### Problem to solve
Please give back the listing below word for word, without the images.

### Data excerpts
Segment Open
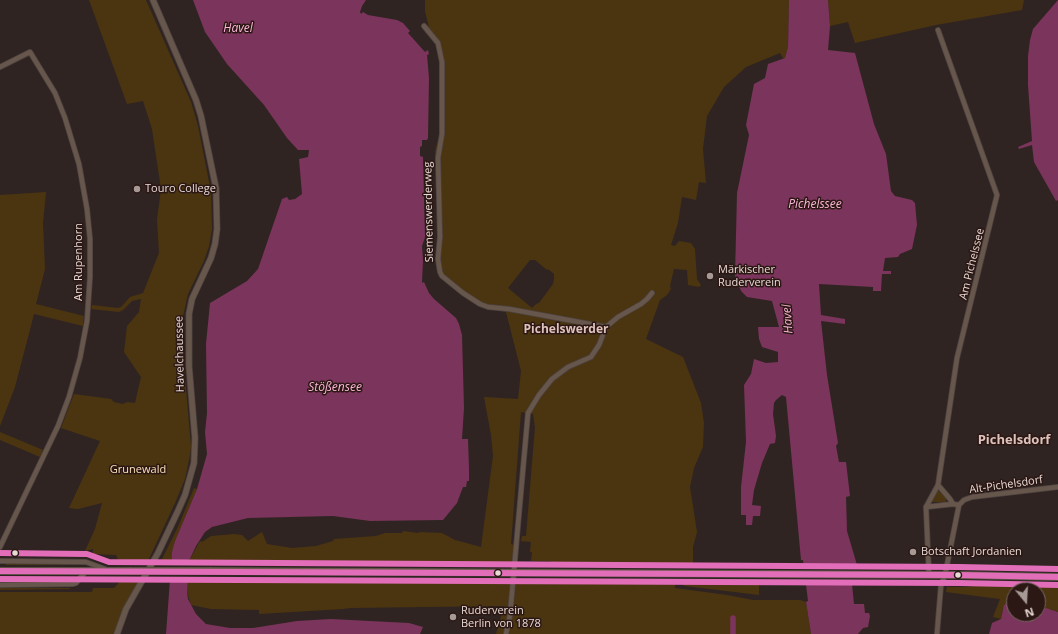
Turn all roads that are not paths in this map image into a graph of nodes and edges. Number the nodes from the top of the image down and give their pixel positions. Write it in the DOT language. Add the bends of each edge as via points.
graph roads {
  1 [pos="152,0"];
  2 [pos="424,26"];
  3 [pos="938,30"];
  4 [pos="0,67"];
  5 [pos="652,293"];
  6 [pos="606,327"];
  7 [pos="938,485"];
  8 [pos="1058,487"];
  9 [pos="953,504"];
  10 [pos="959,505"];
  11 [pos="926,507"];
  12 [pos="0,547"];
  13 [pos="0,561"];
  14 [pos="87,570"];
  15 [pos="108,570"];
  16 [pos="0,571"];
  17 [pos="514,573"];
  18 [pos="929,575"];
  19 [pos="945,575"];
  20 [pos="1058,577"];
  21 [pos="0,586"];
  22 [pos="117,634"];
  23 [pos="506,634"];
  24 [pos="937,634"];
  1 -- 22 [label="street, Havelchaussee" via="201,116 216,188 217,229 211,258 192,299 189,314 194,463 177,513 126,609"];
  2 -- 6 [label="street, Siemenswerderweg" via="438,43 442,62 442,134 438,158 438,259 442,276 463,293 488,307"];
  3 -- 7 [label="street, Am Pichelssee" via="998,195 957,358"];
  4 -- 12 [label="street, Am Rupenhorn" via="30,52 65,118 79,164 87,209 90,277 84,336 69,397 58,426"];
  5 -- 6 [label="street" via="641,304"];
  6 -- 17 [label="street" via="599,346 591,357 568,367 552,379 528,413"];
  7 -- 9 [label="street"];
  7 -- 11 [label="street, Am Pichelssee"];
  8 -- 10 [label="street, Alt-Pichelsdorf" via="972,497"];
  9 -- 10 [label="street, Alt-Pichelsdorf"];
  9 -- 11 [label="street, Alt-Pichelsdorf"];
  10 -- 19 [label="street, Alt-Pichelsdorf"];
  11 -- 18 [label="street"];
  13 -- 15 [label="street" via="86,562"];
  14 -- 15 [label="main road"];
  14 -- 16 [label="main road"];
  14 -- 21 [label="street" via="73,584"];
  15 -- 17 [label="main road, bridge"];
  17 -- 18 [label="main road"];
  17 -- 23 [label="street"];
  18 -- 19 [label="main road"];
  19 -- 20 [label="main road"];
  19 -- 24 [label="street, Alt-Pichelsdorf" via="940,592"];
}
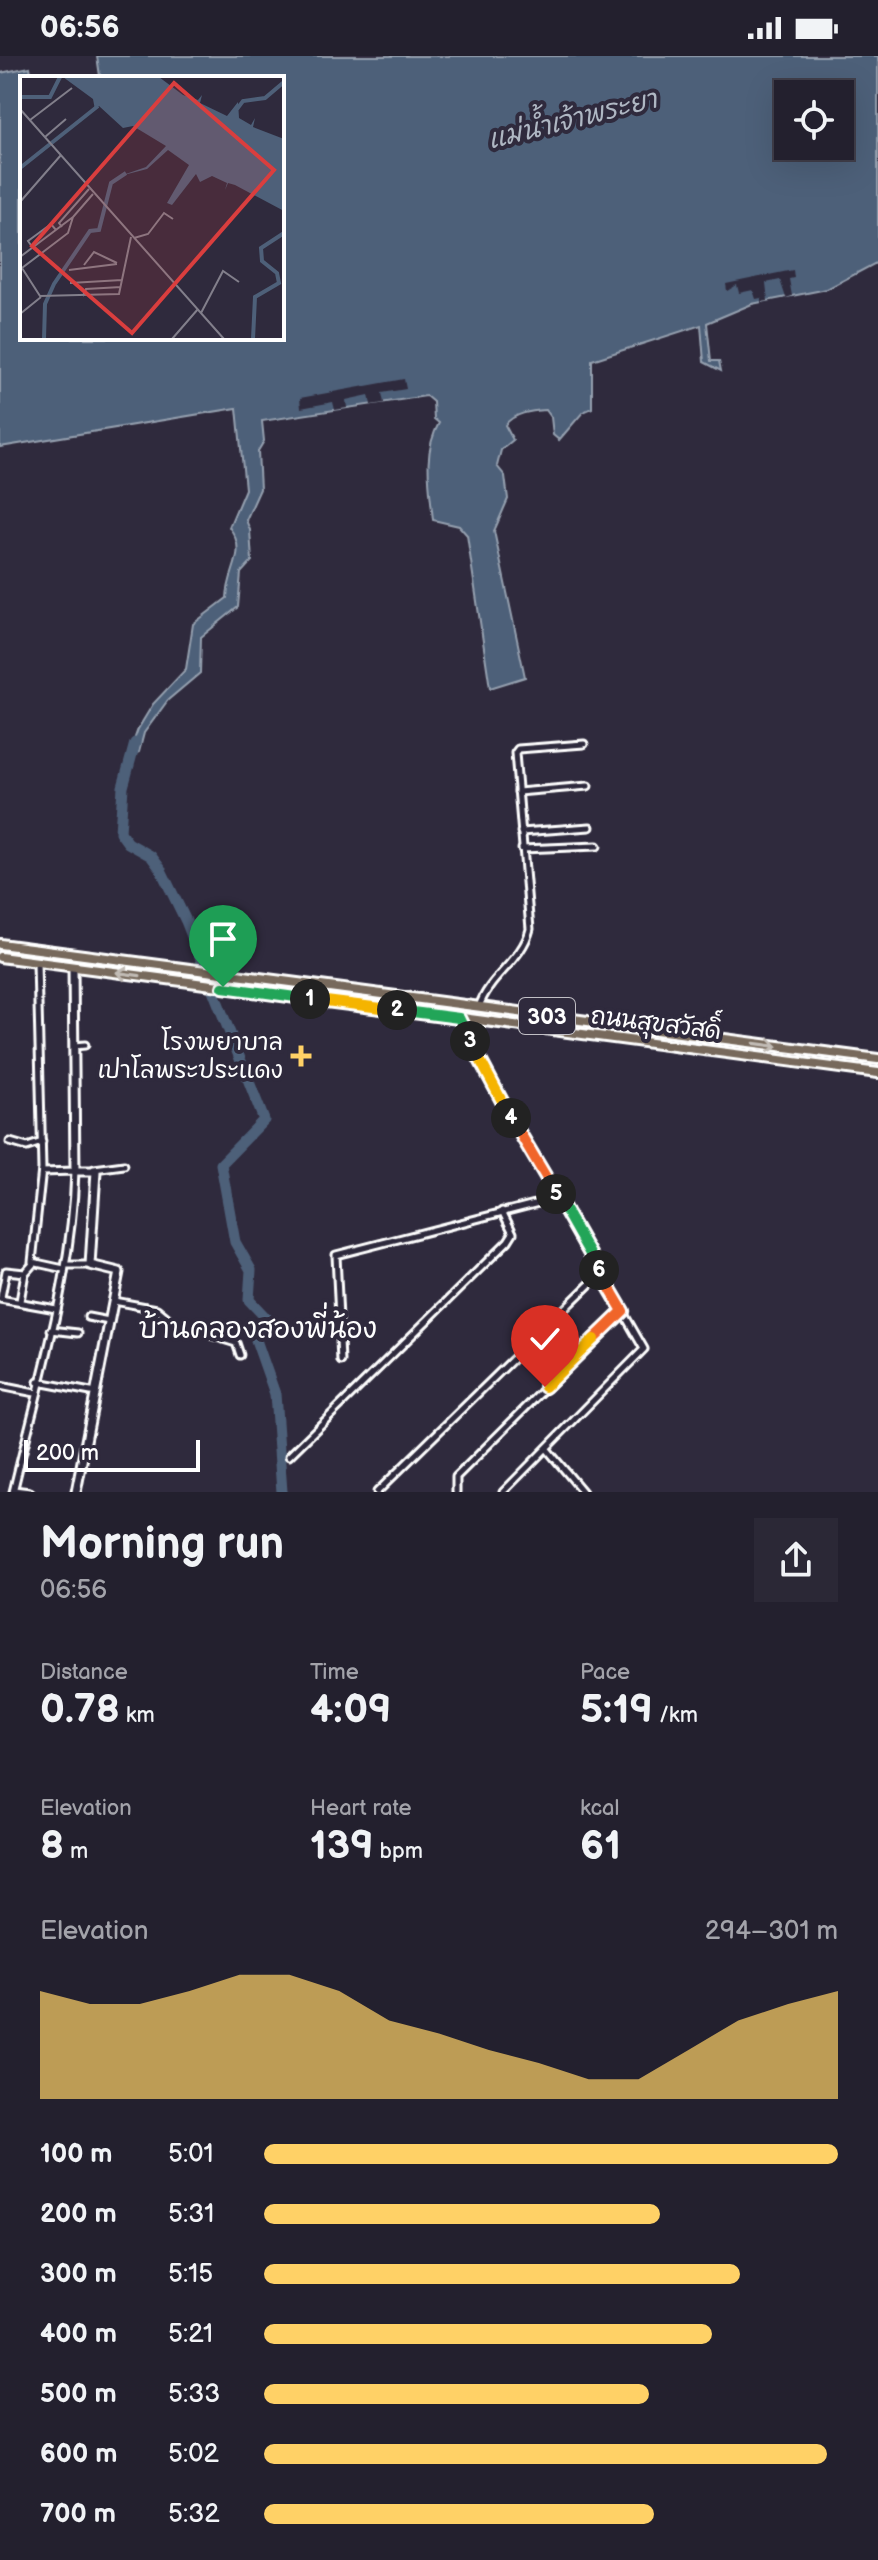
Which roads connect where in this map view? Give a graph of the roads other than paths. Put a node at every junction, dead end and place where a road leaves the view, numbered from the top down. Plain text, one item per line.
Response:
Segment Closed
### Expected output
Turn all roads that are not paths in this map image into a graph of nodes and edges. Number the nodes from the top of the image down and give their pixel positions. Write it in the DOT language. Add the bends of each edge as via points.
graph roads {
  1 [pos="152,0"];
  2 [pos="424,26"];
  3 [pos="938,30"];
  4 [pos="0,67"];
  5 [pos="652,293"];
  6 [pos="606,327"];
  7 [pos="938,485"];
  8 [pos="1058,487"];
  9 [pos="953,504"];
  10 [pos="959,505"];
  11 [pos="926,507"];
  12 [pos="0,547"];
  13 [pos="0,561"];
  14 [pos="87,570"];
  15 [pos="108,570"];
  16 [pos="0,571"];
  17 [pos="514,573"];
  18 [pos="929,575"];
  19 [pos="945,575"];
  20 [pos="1058,577"];
  21 [pos="0,586"];
  22 [pos="117,634"];
  23 [pos="506,634"];
  24 [pos="937,634"];
  1 -- 22 [label="street, Havelchaussee" via="201,116 216,188 217,229 211,258 192,299 189,314 194,463 177,513 126,609"];
  2 -- 6 [label="street, Siemenswerderweg" via="438,43 442,62 442,134 438,158 438,259 442,276 463,293 488,307"];
  3 -- 7 [label="street, Am Pichelssee" via="998,195 957,358"];
  4 -- 12 [label="street, Am Rupenhorn" via="30,52 65,118 79,164 87,209 90,277 84,336 69,397 58,426"];
  5 -- 6 [label="street" via="641,304"];
  6 -- 17 [label="street" via="599,346 591,357 568,367 552,379 528,413"];
  7 -- 9 [label="street"];
  7 -- 11 [label="street, Am Pichelssee"];
  8 -- 10 [label="street, Alt-Pichelsdorf" via="972,497"];
  9 -- 10 [label="street, Alt-Pichelsdorf"];
  9 -- 11 [label="street, Alt-Pichelsdorf"];
  10 -- 19 [label="street, Alt-Pichelsdorf"];
  11 -- 18 [label="street"];
  13 -- 15 [label="street" via="86,562"];
  14 -- 15 [label="main road"];
  14 -- 16 [label="main road"];
  14 -- 21 [label="street" via="73,584"];
  15 -- 17 [label="main road, bridge"];
  17 -- 18 [label="main road"];
  17 -- 23 [label="street"];
  18 -- 19 [label="main road"];
  19 -- 20 [label="main road"];
  19 -- 24 [label="street, Alt-Pichelsdorf" via="940,592"];
}
Which roads connect where in this map view? Give a graph of the roads other than paths. Put a node at every junction, dead end and place where a road leaves the view, numbered from the top down. Plain text, one item per line.
Response:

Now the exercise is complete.